1 AnnexinV/PI双染色法

       磷脂酰丝氨酸（Phosphatidylserine，PS）正常位于细胞膜的内侧，但在细胞凋亡的早期，PS可从细胞膜的内侧翻转到细胞膜的表面，暴露在细胞外环境中。AnnexinV是一种分子量为35~36kD的Ca²⁺依赖性磷脂结合蛋白，能与PS高亲和力特异性结合。将AnnexinV进行荧光素（FITC、PE）或Biotin标记，以标记了的AnnexinV作为荧光探针，利用流式细胞仪或荧光显微镜可检测细胞凋亡的发生。碘化丙啶（propidineiodide，PI）是一种核酸染料，它不能透过完整的细胞膜，但在凋亡中晚期的细胞和死细胞，PI能够透过细胞膜而使细胞核红染。因此将AnnexinV与PI匹配使用，就可以将凋亡早晚期的细胞以及死细胞区分开来。

实验方法：

       XXX细胞直接收集到10mL的离心管中，每样本细胞数为（1~5）×10⁶/mL， 1000r/min离心5min，弃去培养液。用孵育缓冲液洗涤1次，1000r/min离心5min。用100μL的标记溶液重悬细胞，室温下避光孵育10~15min。1000r/min离心5min沉淀细胞孵育缓冲液洗1次。加入荧光（SA-FLOUS）溶液4℃下孵育20min，避光并不时振动。流式细胞仪激发光波长用488nm，用一波长为515nm的通带滤器检测FITC荧光，另一波长大于560nm的滤器检测PI。

       结果判断：凋亡细胞对所有用于细胞活性鉴定的染料如PI有抗染性，坏死细胞则不能。细胞膜有损伤的细胞的DNA可被PI着染产生红色荧光，而细胞膜保持完好的细胞则不会有红色荧光产生。因此，在细胞凋亡的早期PI不会着染而没有红色荧光信号。正常活细胞与此相似。
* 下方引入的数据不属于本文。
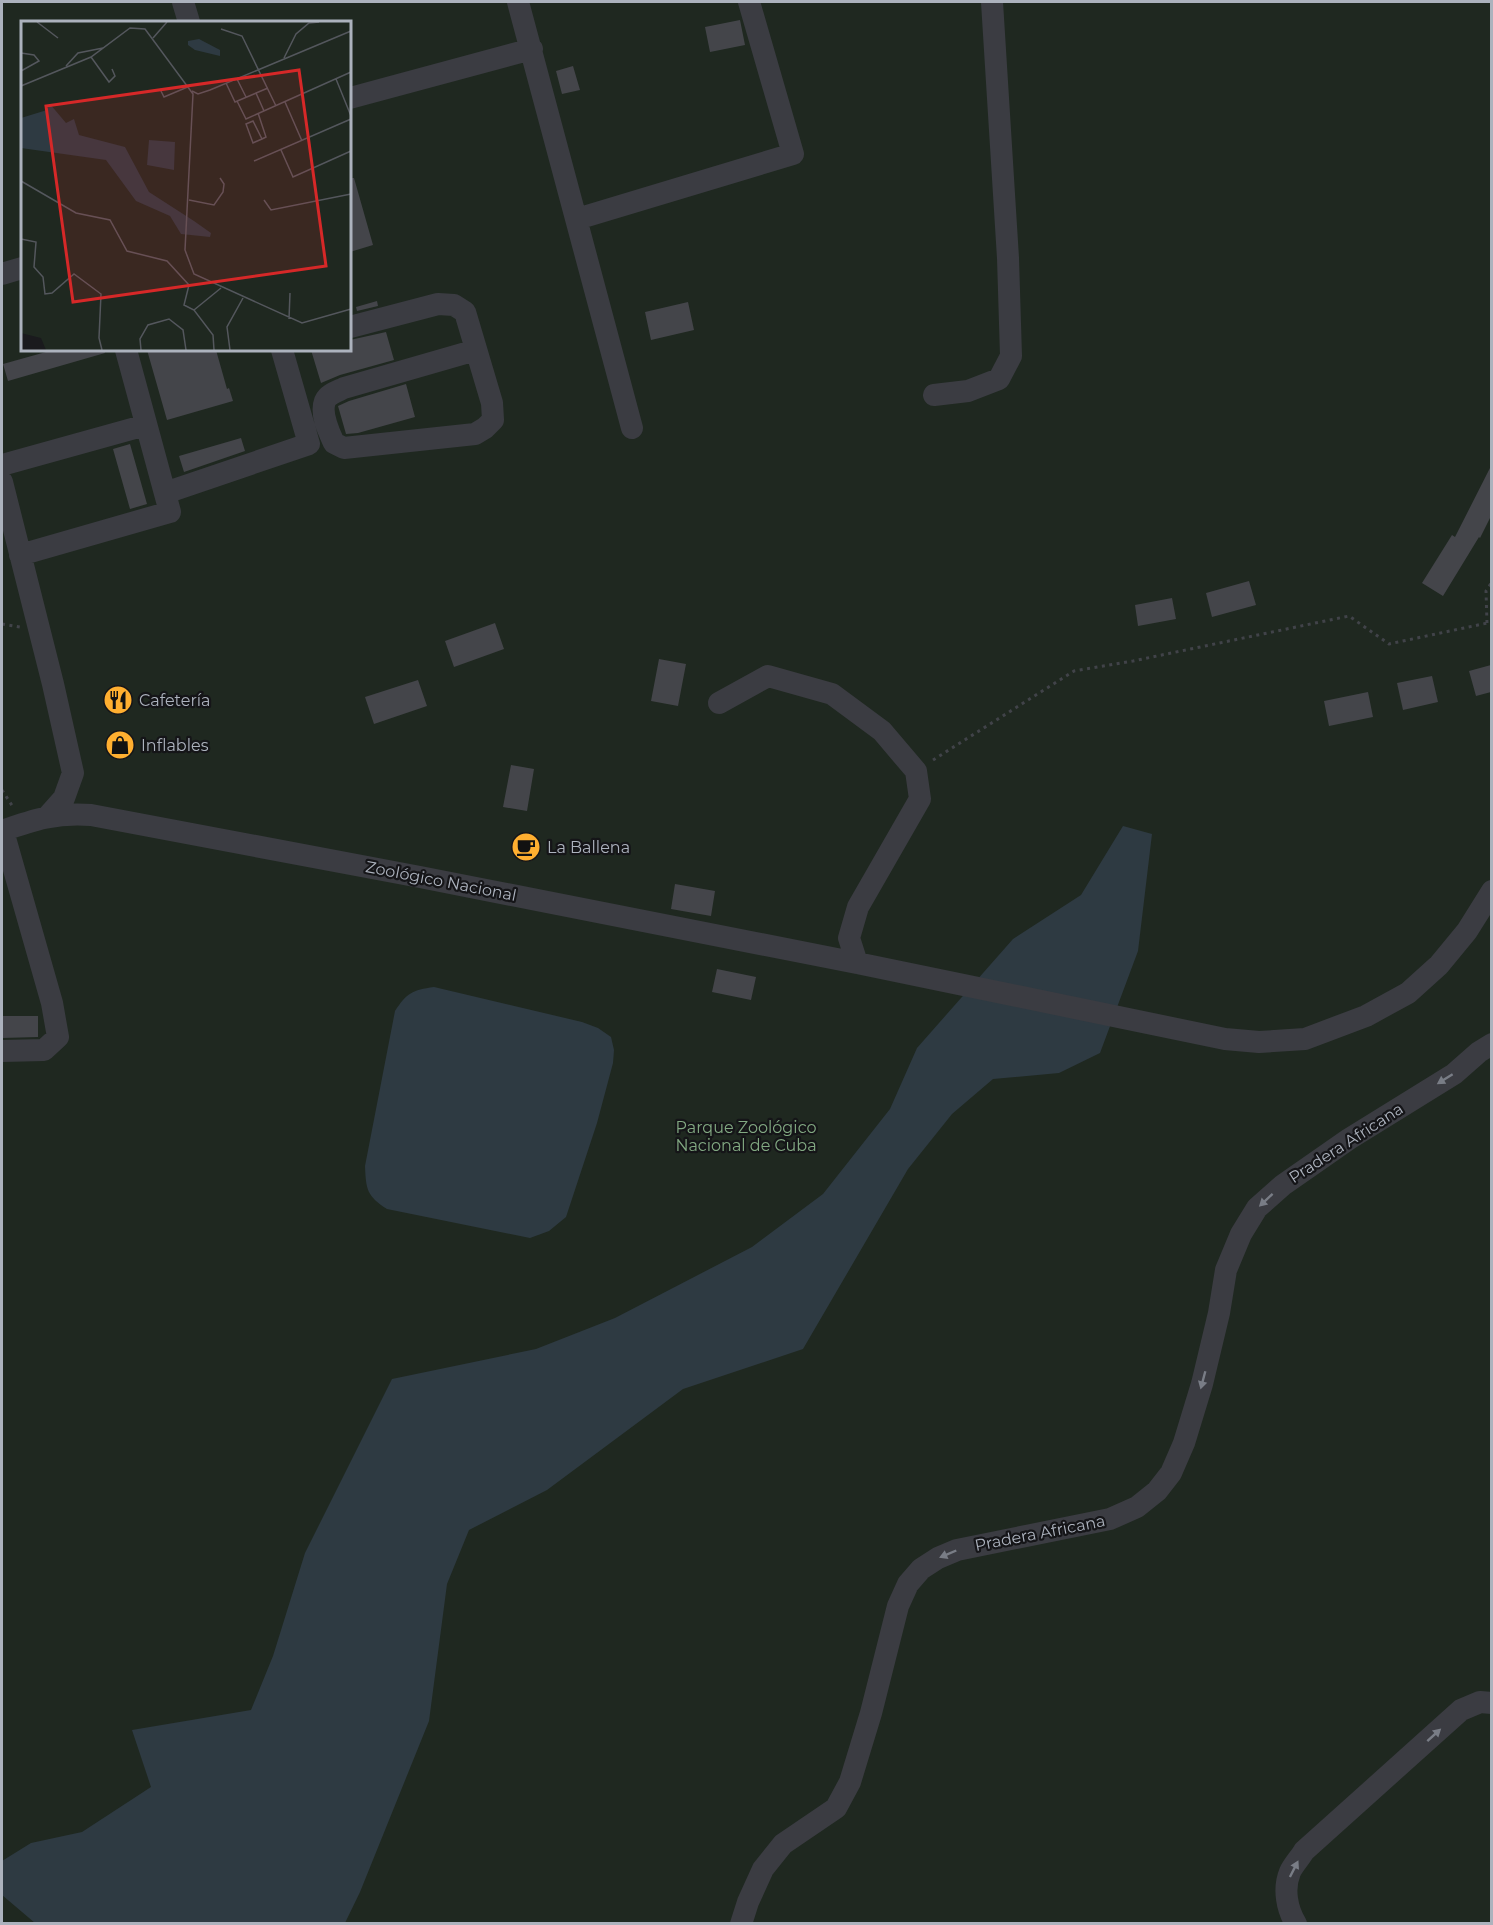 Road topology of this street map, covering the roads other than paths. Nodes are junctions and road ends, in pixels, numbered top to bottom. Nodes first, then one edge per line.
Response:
1 (183, 2) edge
2 (518, 2) edge
3 (749, 2) edge
4 (992, 2) edge
5 (189, 21) edge
6 (532, 49) junction
7 (351, 98) edge
8 (577, 219) junction
9 (21, 268) edge
10 (2, 274) edge
11 (351, 327) edge
12 (476, 350) junction
13 (126, 351) edge
14 (282, 351) edge
15 (934, 395) dead end
16 (146, 425) junction
17 (632, 428) dead end
18 (2, 465) edge
19 (2, 482) edge
20 (165, 493) junction
21 (20, 555) junction
22 (718, 703) dead end
23 (73, 773) junction
24 (48, 816) junction
25 (112, 820) junction
26 (2, 831) edge
27 (1491, 891) edge
28 (857, 963) junction
29 (1491, 1044) edge
30 (2, 1052) edge
31 (1491, 1703) edge
32 (741, 1923) edge
33 (1296, 1923) edge

1 - 5 street
2 - 6 street
3 - 8 street
4 - 15 street
6 - 7 street
6 - 8 street
8 - 17 street
9 - 10 street
11 - 12 street
12 - 12 street
13 - 16 street
14 - 20 street
16 - 18 street
16 - 20 street
19 - 21 street
20 - 21 street
21 - 23 street
22 - 28 street
23 - 24 street
23 - 25 street
24 - 25 street, Zoológico Nacional
24 - 26 street, Zoológico Nacional
25 - 28 street, Zoológico Nacional
26 - 30 street
27 - 28 street, Zoológico Nacional
29 -> 32 street, Pradera Africana
33 -> 31 street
在双变量流式细胞仪的散点图上，左下象限显示活细胞，为（FITC-/PI-）；右上象限是非活细胞，即坏死细胞，为（FITC+/PI+）；而右下象限为凋亡细胞，显现（FITC+/PI-）。

2 TUNEL法

       TUNEL法也称DNA断裂的原位末端标记法，这一方法能对DNA分子断裂缺口中的3’-OH进行原位标记，借助一种可观测的标记物，如荧光素，能对凋亡细胞的核DNA中产生的3’-OH末端进行原位标记，用荧光显微镜即可进行观察。

实验方法：

       固定 → 透膜 → 加TUNEL反应混合物 → 加转化剂－POD → 加底物溶液 → 观察结果

       经过实验处理的细胞爬片或者细胞涂片，自然晾干，室温固定15-30 min，PBS洗涤3次，每次5 min，加封闭液，室温孵育10 min。PBS漂洗后加透膜液，室温孵育30min。制备TUNEL反应混合液，处理组用50 μL TdT＋450μL荧光素标记的dUTP液混匀；而阴性对照组仅加50μL荧光素标记的dUTP液，阳性对照组先加入100μL DNase1，反应在室温～37℃×10～30min，后面步骤同处理组。玻片干后，加50μL TUNEL反应混合液（阴性对照组仅加50μL荧光素标记的dUTP液）于标本上，加盖玻片或封口膜在暗湿盒中反应37℃×60min。PBS漂洗3次。可以加1滴PBS在荧光显微镜下计数凋亡细胞（激发光波长为450～500nm，检测波长为515～565nm）。玻片干后加50μl converter-POD于标本上，加盖玻片或封口膜在暗湿盒中反应37℃×30min。PBS漂洗3次。在组织处加50～100μL DAB底物，反应15～25℃×10min。PBS漂洗3次。拍照后再用苏木素或甲基绿复染，几秒后立即用自来水冲洗。梯度酒精脱水、二甲苯透明、中性树胶封片。加一滴PBS或甘油在视野下，用光学显微镜进行计数（200～500个细胞）并拍照。

3 线粒体膜电位(MMP)检测

       JC-1是一种碳氰化合物类阳离子荧光染料，可作为检测线粒体跨膜电位指示剂。JC-1在细胞内以聚合体和单体两种不同的物理形式存在，分别处于不同的荧光发射峰。当JC-1浓度低或膜电位水平低时，主要以单体形式存在，激发波长为527nm，呈绿色荧光；当JC-1浓度升高或线粒体膜电位水平较高时，形成聚合物，发出红色的荧光，激发波长为590nm。当细胞发生凋亡时，线粒体跨膜电位被去极化，JC-1从线粒体内释放，红光强度减弱，以单体的形式存在于胞质内发绿色荧光，根椐这一特征就可以检测线粒体膜电位的变化。

实验方法：

       用适当的方法诱导XXX细胞凋亡，收集细胞。用PBS洗涤细胞三次，收集不多于1×10⁶的细胞。取100μL 10×IncubationBuffer加900μL灭菌去离子水稀释成1×IncubationBuffer，混匀并预热至37℃。吸取500μL1×IncubationBuffer，加入1μLJC-1，涡旋混匀配成JC-1工作液。取500μLJC-1工作液将细胞均匀悬浮，37℃，5%CO₂的培养箱中孵育15~20min。室温离心（2000rpm，5min）收集细胞，用1×IncubationBuffer洗两次。吸取500μL10×IncubationBuffer重新悬浮细胞。流式细胞仪检测，分析。